4. Muse Sick-n-Hour Mess Age

 

Released on August 23, 1994, (Muse Sick-n-Hour Mess Age) was the fifth studio album recorded by Public Enemy. It sold 56,000 copies within the first week of its release, which placed the album in fourteenth place during its debut week on the US Billboard 200 Albums chart. By the end of October that same year, it had become certified gold by the RIAA for having 500,000 copies of the album sold. The hit single, (Give It Up) was the first and only song released by the group to appear in the top forty of the US Billboard Hot 100, which charted as high as number thirty-three. On a global scale, Give It Up was the group’s best charting single overall, peaking as high as number fourteen in New Zealand and as high as number eighteen in the UK. There were three other singles released from the album that charted but only in the UK. (I Stand Accused) and (What Kind of Power We Got?) both appeared at number seventy-seven, which was then followed by (So Whatcha Gonna Do Now?) at number fifty.

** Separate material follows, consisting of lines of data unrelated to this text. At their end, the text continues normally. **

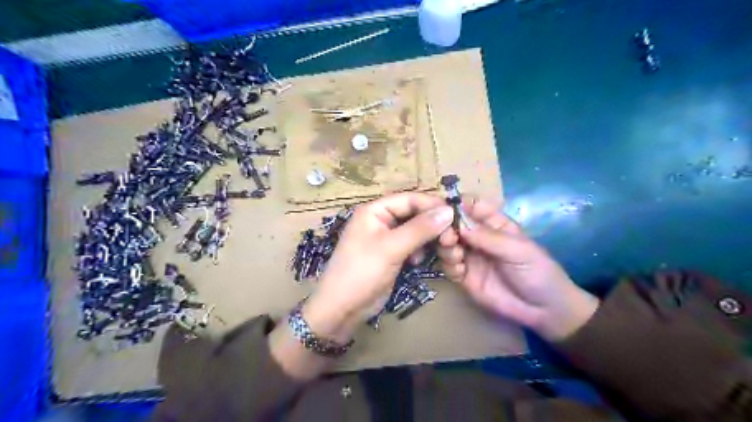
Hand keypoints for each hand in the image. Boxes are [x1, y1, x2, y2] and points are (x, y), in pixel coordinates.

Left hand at [303, 194, 451, 342]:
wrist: (341, 309)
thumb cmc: (361, 272)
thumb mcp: (391, 248)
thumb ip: (420, 228)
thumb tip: (449, 210)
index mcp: (375, 210)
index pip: (410, 199)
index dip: (432, 205)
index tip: (456, 216)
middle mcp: (381, 220)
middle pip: (414, 214)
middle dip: (433, 225)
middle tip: (451, 239)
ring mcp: (385, 238)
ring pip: (415, 231)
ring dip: (429, 239)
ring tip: (441, 249)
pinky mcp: (390, 255)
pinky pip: (411, 246)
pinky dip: (419, 251)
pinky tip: (418, 261)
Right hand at [435, 198, 599, 342]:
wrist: (544, 311)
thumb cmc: (538, 272)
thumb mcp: (518, 250)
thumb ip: (488, 238)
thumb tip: (458, 224)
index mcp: (494, 224)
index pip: (471, 206)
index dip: (457, 204)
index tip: (443, 208)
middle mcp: (478, 237)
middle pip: (454, 224)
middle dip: (446, 227)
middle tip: (447, 237)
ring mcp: (470, 256)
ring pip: (448, 244)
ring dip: (446, 247)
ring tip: (456, 255)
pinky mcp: (464, 276)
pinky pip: (448, 266)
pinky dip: (449, 265)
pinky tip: (459, 271)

3. Apocalypse 91… The Enemy Strikes Black

 

(Apocalypse 91… The Enemy Strikes Black) was Public Enemy’s fourth studio album release and the third to become certified platinum by USA’s RIAA. It was also certified gold by Music Canada and silver by the British Phonographic Industry (BPI) of the UK. A notable change in direction by the band is seen in the album’s track recordings, which were done so out of necessity as all the work Chuck D and Flavor Flav did within a four-year time frame was stolen. In order to have the album released by October 1, 1991, they needed to perform and record new material. Despite the circumstances, the end result of the album earned the group favorable reviews and it debuted at number four on the US Billboard 200 Albums chart. Within six weeks, it already sold over a million copies between Canada and the US. There were three hit singles that came from the album. Among them, (Can’t Truss It) received RIAA’s gold certification, deeming it the highest-selling single Public Enemy ever produced. It also reached the top of the US Billboard Hot Rap Songs chart, and at number five on the US Billboard Dance Club Songs chart. On the US Billboard Hot R&B/Hip-Hop Songs chart, it peaked at number eleven. The song also charted in New Zealand at number twenty-four and in the UK at number twenty-two. (Shut ‘Em Up) was the second single released, which also topped the US Billboard Hot Rap Songs chart. On the US Billboard Dance Club Songs chart, it peaked at number sixteen and the US Billboard Hot R&B/Hip-Hop Songs chart at number twenty-six. In New Zealand and the UK, the song charted at number thirty and at number twenty-one, respectively. The third single, (Nightrain), charted at number seventeen on the US Billboard Rap Songs chart, at number forty-two in New Zealand, and at number fifty-five in the UK.

2. Fear of a Black Planet

 

Released on April 10, 1990, Public Enemy’s third studio album, (Fear of a Black Planet), was among the three certified platinum albums by the RIAA. The controversial album received mostly positive reviews and sold over a million copies within a matter of months. Fear of a Black Planet was also certified gold with Music Canada and UK’s BPI. There were five singles that came from the album. In chronological order, they are; Fight the Power was released in 1989 and earned a gold certification by the RIAA and became a number one hit on the US Billboard Hot Rap Singles, number twenty on the US Billboard Hot Black Singles, and number twenty-nine on the UK Singles Chart. It also appeared at number twenty-four on the Nationale Hitparade, belonging to the Netherlands. Welcome to the Terrordome was released in 1990 and charted at number three on the US Billboard Hot Rap Singles, number fifteen on the US Billboard Hot R&B Singles, and at number forty-nine on the US Billboard Hot Dance Music/Club Play chart. With New Zealand’s Recorded Music chart, the song peaked as high as number twelve. On the UK Singles Chart, it climbed to number eighteen and reached number twenty-one in the Netherlands. 911 is a Joke earned the most chart recognition upon its 1990 release, peaking as high as number one on the US Billboard Hot Rap Singles, as high as fifteen on the US Billboard Hot R&B Singles, number thirty-four on the US Billboard Hot 100. Among the nations of New Zealand and Switzerland, the song became a top forty hit while in the UK it charted at number forty-one and in the Netherlands at number seventy-eight. Brothers Gonna Work It Out was the final hit to chart in 1990 from the album, which peaked as high as number twelve on the US Billboard Hot R&B Singles chart and at number twenty-two on the US Billboard Hot Rap Singles chart. In New Zealand, it charted at number thirty while in the UK, at number forty-six. Can’t Do Nuttin’ for Ya Man charted in 1991 as the fifth hit single from the album. It climbed as high as number eleven on the US Billboard Hot Rap Singles chart and as high as number fifteen in New Zealand. It also charted in the UK at number fifty-three.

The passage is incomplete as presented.